| Instructions to follow |
Both the line below containing "index dip: (182, 422)" and the line containing "ring tip: (454, 480)", along with every line between them, should be repeated exactly; no other line belongs in the answer.

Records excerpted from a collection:
# # # #

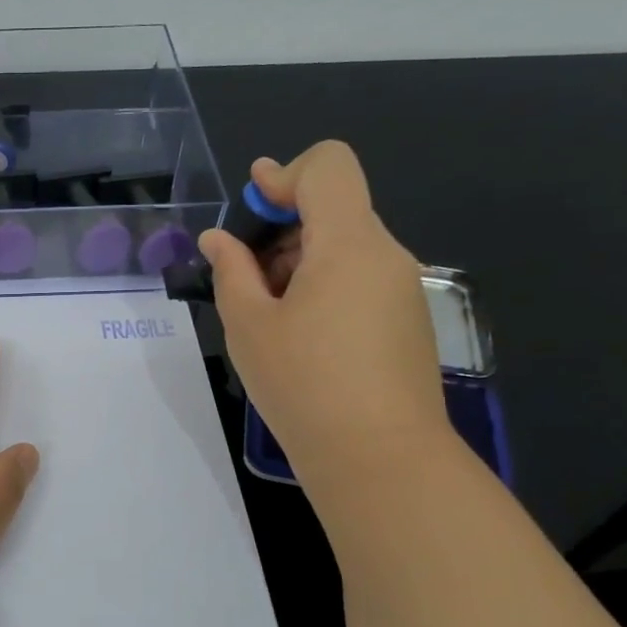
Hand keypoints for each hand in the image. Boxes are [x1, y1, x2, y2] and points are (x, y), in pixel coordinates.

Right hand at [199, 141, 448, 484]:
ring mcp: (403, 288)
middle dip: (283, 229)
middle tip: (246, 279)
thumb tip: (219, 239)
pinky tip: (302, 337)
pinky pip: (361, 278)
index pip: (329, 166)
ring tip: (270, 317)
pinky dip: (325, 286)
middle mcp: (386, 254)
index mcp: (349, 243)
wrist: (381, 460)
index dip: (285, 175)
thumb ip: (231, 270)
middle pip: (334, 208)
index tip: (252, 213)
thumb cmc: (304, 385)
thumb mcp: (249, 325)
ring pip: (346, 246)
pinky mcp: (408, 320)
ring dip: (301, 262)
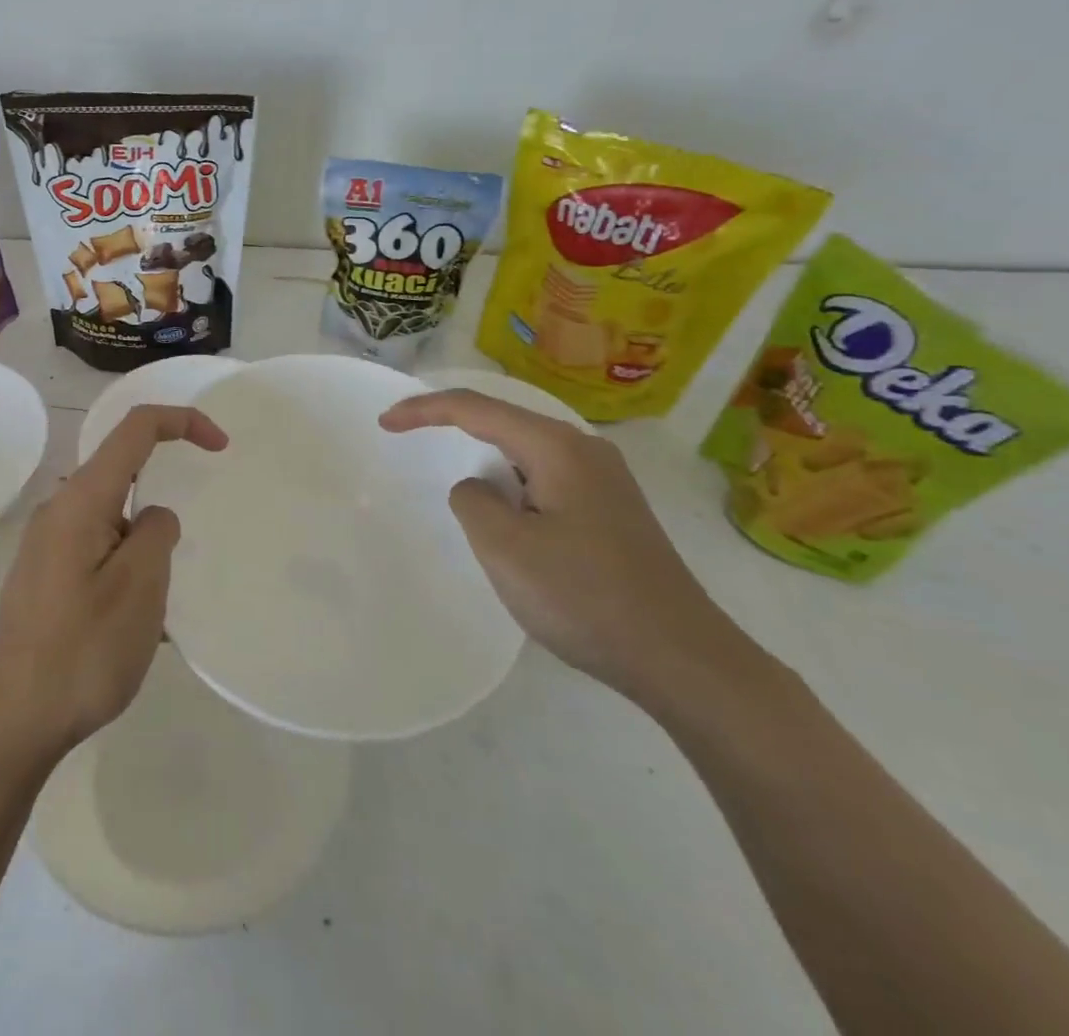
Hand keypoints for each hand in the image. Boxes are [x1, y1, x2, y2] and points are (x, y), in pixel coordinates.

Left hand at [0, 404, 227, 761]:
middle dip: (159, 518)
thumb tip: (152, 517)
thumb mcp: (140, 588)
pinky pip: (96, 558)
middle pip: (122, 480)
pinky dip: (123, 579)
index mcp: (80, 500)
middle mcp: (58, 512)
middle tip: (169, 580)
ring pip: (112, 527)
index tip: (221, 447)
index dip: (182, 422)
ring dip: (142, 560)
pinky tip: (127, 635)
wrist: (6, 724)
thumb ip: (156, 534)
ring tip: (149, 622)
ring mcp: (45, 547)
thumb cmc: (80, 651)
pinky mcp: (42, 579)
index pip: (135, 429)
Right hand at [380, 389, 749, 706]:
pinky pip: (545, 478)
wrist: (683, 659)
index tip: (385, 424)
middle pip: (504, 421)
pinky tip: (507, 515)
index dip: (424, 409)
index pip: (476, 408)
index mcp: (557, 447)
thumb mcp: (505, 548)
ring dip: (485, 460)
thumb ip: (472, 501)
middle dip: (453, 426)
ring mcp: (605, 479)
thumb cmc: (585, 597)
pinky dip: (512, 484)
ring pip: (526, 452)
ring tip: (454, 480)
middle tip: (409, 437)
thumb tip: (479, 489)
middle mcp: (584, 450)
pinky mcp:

# # # #

| Solved exercise |
index dip: (182, 422)
ring dip: (142, 560)
pinky tip: (127, 635)
wrist: (6, 724)
thumb ip: (156, 534)
ring tip: (149, 622)
ring mcp: (45, 547)
thumb cmc: (80, 651)
pinky mcp: (42, 579)
index pip: (135, 429)
Right hand at [380, 389, 749, 706]:
pinky pip: (545, 478)
wrist: (683, 659)
index tip: (385, 424)
middle pip: (504, 421)
pinky tip: (507, 515)
index dip: (424, 409)
index pip: (476, 408)
index mcp: (557, 447)
thumb mcp: (505, 548)
ring dip: (485, 460)
thumb ip: (472, 501)
middle dip: (453, 426)
ring mcp: (605, 479)
thumb cmc: (585, 597)
pinky dip: (512, 484)
ring pip: (526, 452)
ring tip: (454, 480)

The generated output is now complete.